REQUIRED WORK:
Please state the number of lines in the records below that contain the string "from", and nothing further.

EXERCISE DATA:
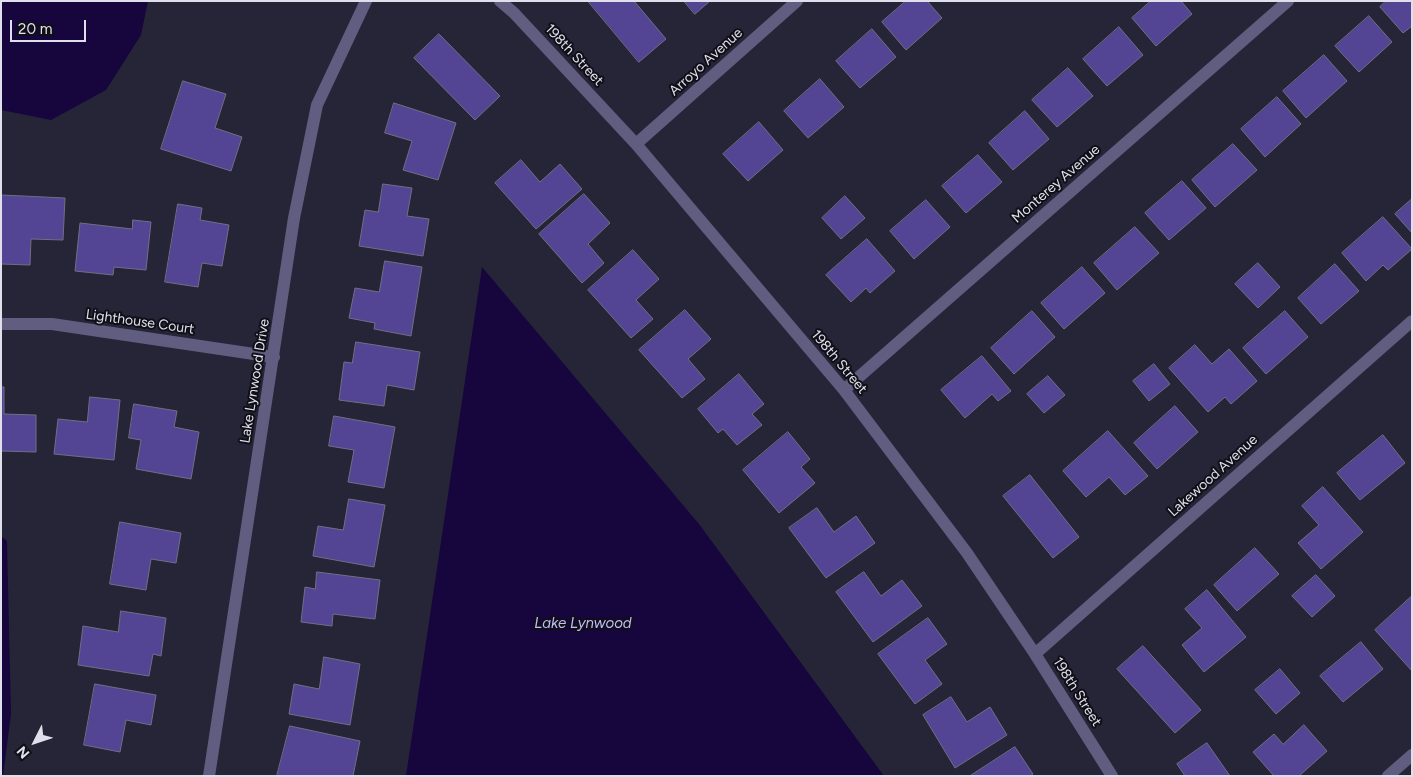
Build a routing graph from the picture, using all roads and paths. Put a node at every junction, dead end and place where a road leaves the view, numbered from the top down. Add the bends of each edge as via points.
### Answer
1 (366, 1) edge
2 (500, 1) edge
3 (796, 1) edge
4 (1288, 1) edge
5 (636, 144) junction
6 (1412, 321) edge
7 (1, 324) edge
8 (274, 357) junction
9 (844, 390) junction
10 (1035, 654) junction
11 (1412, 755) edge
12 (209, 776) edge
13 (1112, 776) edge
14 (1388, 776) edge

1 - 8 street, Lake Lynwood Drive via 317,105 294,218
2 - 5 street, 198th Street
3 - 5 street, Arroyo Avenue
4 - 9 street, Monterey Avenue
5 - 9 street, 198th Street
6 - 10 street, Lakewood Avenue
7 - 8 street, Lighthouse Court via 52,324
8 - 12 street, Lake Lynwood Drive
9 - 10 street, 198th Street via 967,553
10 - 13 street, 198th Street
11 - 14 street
--
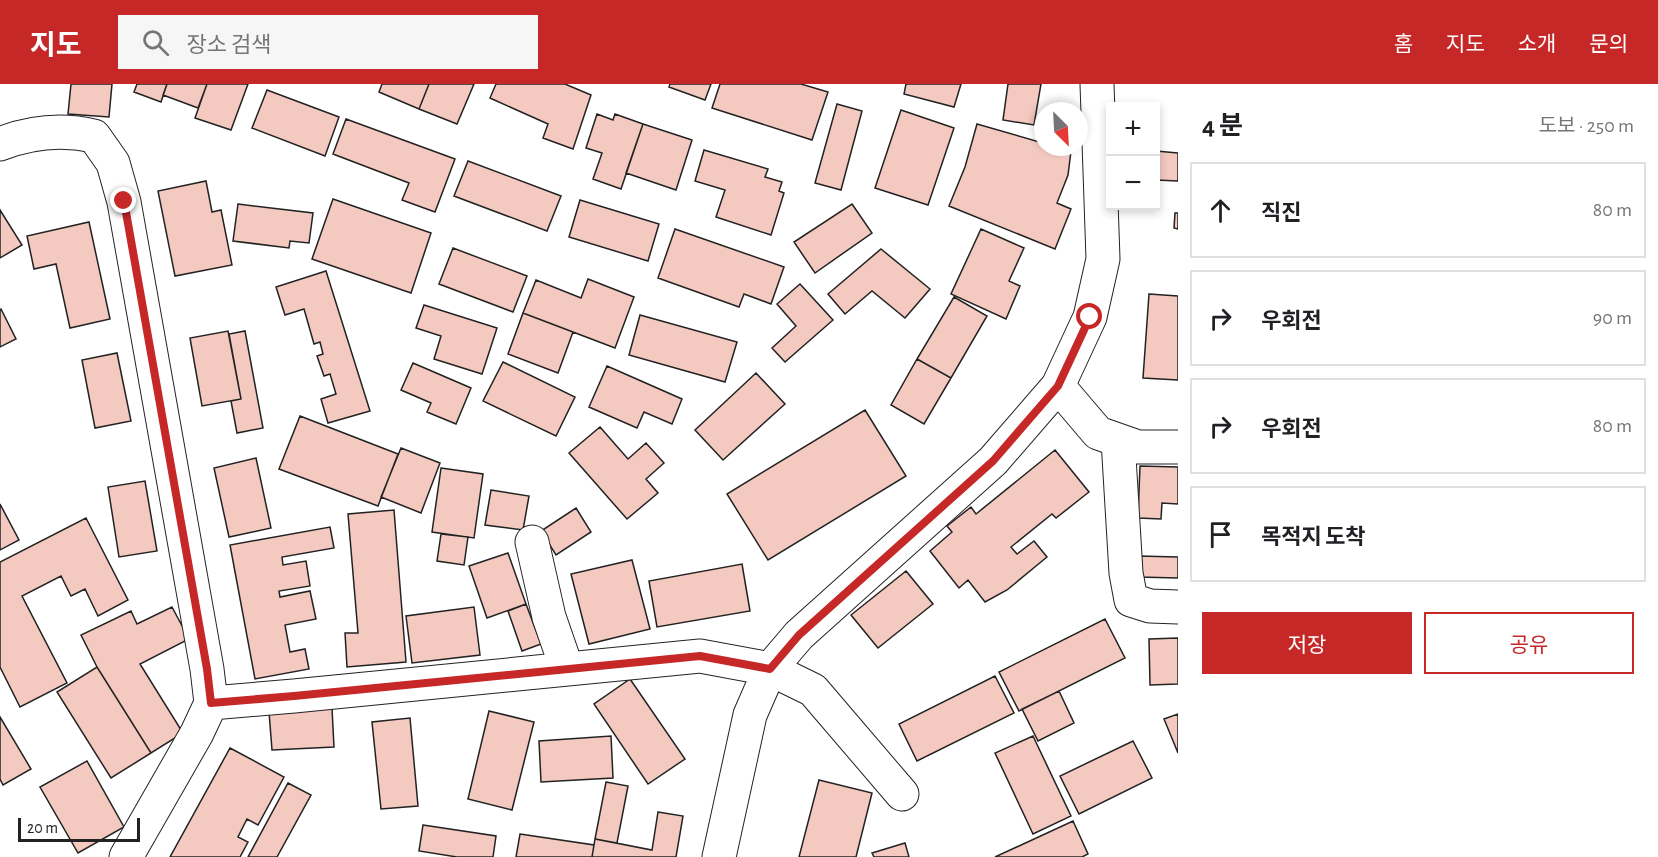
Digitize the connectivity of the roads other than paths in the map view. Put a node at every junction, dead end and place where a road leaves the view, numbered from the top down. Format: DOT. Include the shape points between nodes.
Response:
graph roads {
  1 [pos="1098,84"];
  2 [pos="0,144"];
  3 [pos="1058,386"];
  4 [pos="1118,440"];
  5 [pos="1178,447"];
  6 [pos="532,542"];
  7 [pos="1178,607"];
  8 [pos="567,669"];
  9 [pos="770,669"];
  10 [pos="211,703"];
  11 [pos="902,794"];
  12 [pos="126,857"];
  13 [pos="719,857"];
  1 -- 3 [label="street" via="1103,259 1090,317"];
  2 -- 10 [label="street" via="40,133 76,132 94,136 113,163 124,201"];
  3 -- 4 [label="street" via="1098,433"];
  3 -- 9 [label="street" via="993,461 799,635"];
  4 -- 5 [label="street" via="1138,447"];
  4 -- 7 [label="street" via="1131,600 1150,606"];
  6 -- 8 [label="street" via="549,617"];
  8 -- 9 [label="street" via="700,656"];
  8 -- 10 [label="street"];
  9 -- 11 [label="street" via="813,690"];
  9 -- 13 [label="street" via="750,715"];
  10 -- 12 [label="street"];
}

REPLY:
2